WORK REQUEST: Transcribe exactly the line that contains "ring pip: (82, 346)" and all lines following it to the end of the material below; omit everything else.

WORKING DATA:
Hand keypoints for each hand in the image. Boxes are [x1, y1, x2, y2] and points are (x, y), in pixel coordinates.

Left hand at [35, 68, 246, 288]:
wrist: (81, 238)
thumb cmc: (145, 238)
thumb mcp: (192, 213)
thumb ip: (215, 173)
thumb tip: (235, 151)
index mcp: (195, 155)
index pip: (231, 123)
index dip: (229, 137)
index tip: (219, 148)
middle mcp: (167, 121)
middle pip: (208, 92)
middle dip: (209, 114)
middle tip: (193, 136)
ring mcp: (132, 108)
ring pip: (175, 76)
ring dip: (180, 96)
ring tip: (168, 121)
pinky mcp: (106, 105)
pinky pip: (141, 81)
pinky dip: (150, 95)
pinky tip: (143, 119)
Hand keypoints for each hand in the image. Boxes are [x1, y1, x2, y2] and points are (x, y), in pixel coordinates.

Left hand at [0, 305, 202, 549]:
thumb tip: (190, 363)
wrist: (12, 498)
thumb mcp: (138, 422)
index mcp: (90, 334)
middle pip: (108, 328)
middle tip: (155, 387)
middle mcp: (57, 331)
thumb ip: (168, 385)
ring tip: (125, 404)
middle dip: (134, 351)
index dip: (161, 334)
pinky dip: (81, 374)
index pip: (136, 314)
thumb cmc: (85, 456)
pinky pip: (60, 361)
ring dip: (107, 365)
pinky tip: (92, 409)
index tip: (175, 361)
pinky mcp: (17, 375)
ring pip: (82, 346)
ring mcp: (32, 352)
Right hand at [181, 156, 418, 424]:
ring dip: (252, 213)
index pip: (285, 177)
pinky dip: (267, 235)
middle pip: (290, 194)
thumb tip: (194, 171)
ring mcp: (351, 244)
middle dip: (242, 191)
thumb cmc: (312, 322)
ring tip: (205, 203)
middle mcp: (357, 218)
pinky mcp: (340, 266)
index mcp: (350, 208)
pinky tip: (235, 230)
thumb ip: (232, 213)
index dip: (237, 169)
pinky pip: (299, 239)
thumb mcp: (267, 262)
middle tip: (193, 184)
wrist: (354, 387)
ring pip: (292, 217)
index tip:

ANSWER SPACE:
ring pip: (82, 346)
ring mcp: (32, 352)
Right hand at [181, 156, 418, 424]:
ring dip: (252, 213)
index pip: (285, 177)
pinky dip: (267, 235)
middle pip: (290, 194)
thumb tip: (194, 171)
ring mcp: (351, 244)
middle dip: (242, 191)
thumb cmc: (312, 322)
ring tip: (205, 203)
middle mcp: (357, 218)
pinky mcp: (340, 266)
index mcp: (350, 208)
pinky tip: (235, 230)
thumb ip: (232, 213)
index dip: (237, 169)
pinky pip: (299, 239)
thumb mcp: (267, 262)
middle tip: (193, 184)
wrist: (354, 387)
ring pip: (292, 217)
index tip:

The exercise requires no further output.